• [DESCRIPTION OF THE TASK] For each record that follows, write out an identical copy.

(Stored records)
┄┄┄┄┄┄┄┄┄┄

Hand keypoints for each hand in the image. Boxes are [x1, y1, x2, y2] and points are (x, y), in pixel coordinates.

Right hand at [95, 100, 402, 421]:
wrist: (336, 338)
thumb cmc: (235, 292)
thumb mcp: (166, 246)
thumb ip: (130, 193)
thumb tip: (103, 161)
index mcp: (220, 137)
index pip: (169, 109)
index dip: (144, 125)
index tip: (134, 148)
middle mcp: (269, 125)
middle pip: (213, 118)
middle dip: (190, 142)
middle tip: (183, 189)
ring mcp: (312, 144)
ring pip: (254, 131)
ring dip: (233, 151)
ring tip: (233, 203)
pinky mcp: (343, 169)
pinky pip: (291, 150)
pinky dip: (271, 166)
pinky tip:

┄┄┄┄┄┄┄┄┄┄

• [SOLUTION FOR THIS PROBLEM]
Hand keypoints for each hand in the image. Boxes are [x1, y1, x2, y2] and points are (x, y), in pixel coordinates.

Right hand at [95, 100, 402, 421]:
wrist: (336, 338)
thumb cmc: (235, 292)
thumb mcp: (166, 246)
thumb ip: (130, 193)
thumb tip: (103, 161)
index mcp: (220, 137)
index pip: (169, 109)
index dip: (144, 125)
index tip: (134, 148)
middle mcp: (269, 125)
middle pip: (213, 118)
middle dip: (190, 142)
middle tip: (183, 189)
ring mcp: (312, 144)
ring pip: (254, 131)
ring dip: (233, 151)
ring tip: (233, 203)
pinky mcp: (343, 169)
pinky pip: (291, 150)
pinky dip: (271, 166)
pinky tip:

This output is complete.